The Secret Bride
by Diane Haeger
My rating: 1 of 5 stars
The Secret Bride / 978-0-451-22313-5
Here's an excerpt from the opening pages of "Secret Bride". To set the stage, children Mary and Henry have just learned that their brother Arthur is dead. Relative adult (at age 18) Charles Brandon has made an inappropriate smirk as to the likelihood of the widow Katherine being pregnant:
---
"Oh come now," Charles remarked, seeing Mary's expression. "We only hope to put a bit of a brave face on a horrid tragedy."
"And how difficult for you is that?" she asked tautly, sounding much older than her years. "Now your dearest friend will next be king. Arthur barely knew you, and what he knew he did not much like. But my brother Henry adores you. It seems to me great fortune for you in the tragedy of another."
"Mary!" Henry charged. "I understand you are upset - we all are. But you really must apologize for such words."
"I will not," she stubbornly declared, tipping up her chin with a defiance like his own, which ran so thickly through her blood that she could not have tamed it. "Charles is arrogant and selfish and I do not like him."
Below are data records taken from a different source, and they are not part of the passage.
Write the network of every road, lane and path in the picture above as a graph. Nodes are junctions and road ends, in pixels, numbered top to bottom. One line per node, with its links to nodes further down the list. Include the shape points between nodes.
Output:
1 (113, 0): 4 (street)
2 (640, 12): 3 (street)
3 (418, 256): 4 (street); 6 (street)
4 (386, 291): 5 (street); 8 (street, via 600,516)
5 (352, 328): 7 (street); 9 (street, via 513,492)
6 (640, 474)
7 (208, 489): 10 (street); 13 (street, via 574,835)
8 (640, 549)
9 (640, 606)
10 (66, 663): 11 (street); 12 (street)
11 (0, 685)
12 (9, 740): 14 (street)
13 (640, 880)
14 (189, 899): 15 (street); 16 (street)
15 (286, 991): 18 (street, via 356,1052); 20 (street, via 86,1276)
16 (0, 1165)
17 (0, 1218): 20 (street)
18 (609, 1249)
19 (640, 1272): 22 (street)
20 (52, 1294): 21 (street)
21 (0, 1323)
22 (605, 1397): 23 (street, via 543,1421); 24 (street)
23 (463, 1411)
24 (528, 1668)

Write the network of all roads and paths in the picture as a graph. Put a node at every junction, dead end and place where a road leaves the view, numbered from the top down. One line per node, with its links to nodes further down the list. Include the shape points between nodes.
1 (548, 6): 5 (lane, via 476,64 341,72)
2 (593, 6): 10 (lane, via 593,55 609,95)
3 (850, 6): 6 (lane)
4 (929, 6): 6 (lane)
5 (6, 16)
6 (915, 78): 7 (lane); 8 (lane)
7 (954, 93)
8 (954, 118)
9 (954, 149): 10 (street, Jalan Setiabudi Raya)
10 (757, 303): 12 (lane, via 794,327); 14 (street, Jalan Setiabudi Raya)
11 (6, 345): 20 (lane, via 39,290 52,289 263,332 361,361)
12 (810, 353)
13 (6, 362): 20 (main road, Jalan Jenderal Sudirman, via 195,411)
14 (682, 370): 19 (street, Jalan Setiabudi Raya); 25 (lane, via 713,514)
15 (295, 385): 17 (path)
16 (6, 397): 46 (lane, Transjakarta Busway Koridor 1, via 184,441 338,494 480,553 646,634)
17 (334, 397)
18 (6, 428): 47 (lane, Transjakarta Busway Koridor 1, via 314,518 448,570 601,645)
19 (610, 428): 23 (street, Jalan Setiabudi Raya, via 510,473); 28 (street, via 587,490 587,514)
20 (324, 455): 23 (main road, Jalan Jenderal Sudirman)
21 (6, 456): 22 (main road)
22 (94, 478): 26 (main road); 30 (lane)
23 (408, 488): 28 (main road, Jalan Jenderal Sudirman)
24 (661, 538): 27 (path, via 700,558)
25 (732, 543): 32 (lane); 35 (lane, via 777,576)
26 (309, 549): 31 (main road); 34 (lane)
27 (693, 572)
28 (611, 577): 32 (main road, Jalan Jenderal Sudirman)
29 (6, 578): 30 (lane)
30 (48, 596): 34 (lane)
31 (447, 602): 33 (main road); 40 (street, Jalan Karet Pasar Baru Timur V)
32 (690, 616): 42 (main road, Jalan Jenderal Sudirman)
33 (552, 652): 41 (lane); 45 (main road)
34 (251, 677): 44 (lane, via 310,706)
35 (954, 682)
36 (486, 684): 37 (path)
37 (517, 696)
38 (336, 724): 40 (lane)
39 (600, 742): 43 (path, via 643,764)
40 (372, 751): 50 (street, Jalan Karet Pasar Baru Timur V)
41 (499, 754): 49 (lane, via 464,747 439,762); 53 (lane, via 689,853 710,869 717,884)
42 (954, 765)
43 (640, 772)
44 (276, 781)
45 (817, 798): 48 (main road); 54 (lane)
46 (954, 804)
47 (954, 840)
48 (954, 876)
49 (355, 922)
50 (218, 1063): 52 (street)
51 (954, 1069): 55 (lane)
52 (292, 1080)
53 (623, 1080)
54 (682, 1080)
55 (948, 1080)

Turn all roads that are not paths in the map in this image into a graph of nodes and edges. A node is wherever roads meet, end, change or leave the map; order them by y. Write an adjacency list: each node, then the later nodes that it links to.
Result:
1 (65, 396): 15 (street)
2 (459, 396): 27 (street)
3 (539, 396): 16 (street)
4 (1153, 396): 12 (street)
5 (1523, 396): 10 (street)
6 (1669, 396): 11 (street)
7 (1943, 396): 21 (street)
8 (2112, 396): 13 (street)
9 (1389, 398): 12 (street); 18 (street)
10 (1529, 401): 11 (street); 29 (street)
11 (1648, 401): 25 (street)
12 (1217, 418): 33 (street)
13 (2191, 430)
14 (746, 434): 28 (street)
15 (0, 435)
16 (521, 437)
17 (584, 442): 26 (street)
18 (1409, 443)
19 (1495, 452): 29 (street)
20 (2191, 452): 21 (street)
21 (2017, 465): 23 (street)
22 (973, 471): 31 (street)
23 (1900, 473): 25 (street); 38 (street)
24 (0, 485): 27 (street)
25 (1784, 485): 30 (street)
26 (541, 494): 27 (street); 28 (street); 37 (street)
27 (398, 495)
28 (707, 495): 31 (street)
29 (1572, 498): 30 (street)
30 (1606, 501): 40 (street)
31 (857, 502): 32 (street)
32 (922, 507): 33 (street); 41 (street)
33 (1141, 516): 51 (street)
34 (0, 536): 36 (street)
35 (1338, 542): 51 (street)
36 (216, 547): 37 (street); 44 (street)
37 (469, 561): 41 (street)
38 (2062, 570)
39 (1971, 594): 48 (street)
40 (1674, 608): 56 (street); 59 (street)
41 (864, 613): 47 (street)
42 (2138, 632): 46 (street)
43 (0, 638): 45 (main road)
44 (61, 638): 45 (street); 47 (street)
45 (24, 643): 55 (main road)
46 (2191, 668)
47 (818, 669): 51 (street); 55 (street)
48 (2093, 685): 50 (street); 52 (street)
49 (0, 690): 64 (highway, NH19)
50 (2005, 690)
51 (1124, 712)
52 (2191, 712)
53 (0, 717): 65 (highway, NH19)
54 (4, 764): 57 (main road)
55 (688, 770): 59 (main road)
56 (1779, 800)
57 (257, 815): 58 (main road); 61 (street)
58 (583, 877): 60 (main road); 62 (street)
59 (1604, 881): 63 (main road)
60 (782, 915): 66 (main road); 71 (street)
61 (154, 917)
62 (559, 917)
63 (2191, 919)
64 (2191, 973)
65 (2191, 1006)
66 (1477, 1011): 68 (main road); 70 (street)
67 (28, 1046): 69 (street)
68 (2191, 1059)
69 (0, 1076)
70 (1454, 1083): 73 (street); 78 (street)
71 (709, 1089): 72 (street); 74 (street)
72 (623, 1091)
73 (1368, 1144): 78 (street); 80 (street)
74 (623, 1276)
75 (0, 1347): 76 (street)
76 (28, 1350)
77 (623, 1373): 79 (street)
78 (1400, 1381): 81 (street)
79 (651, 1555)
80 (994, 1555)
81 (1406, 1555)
"Yet I do. And it is I whose command you shall be made to follow soon enough."
"You can command my compliance, Henry, but never my heart!"
---
I feel that this passage neatly sums up all the problems with this book and with Haeger's writing. As such:
1. Haeger's characters all sound the same. Read that passage again. Can you tell that Mary is 8 years old? Can you tell that Charles Brandon is 18 years old? Can you see a difference between Mary a princess of the blood, and Brandon a disenfranchised orphan dependent upon the goodwill of the royal family? Is there a difference in speech between Henry the favored price and new heir, and Mary a marriage pawn and relatively powerless princess? Put another way, if Haeger removed all names and pronouns from the passage, could you tell who was speaking which part? I cannot.
2. Haeger's characters do not sound human. "Arthur barely knew you, and what he knew he did not much like." It's important to talk like this when providing plot exposition to an invisible reader hovering over the room, but in an actual conversation it would not be necessary to reiterate a well-known fact among the conversation participants that Arthur and Charles were strangers and did not much care for each other. In Haeger's narrative, everyone speaks as if there's a 21st century observer looking over their shoulder.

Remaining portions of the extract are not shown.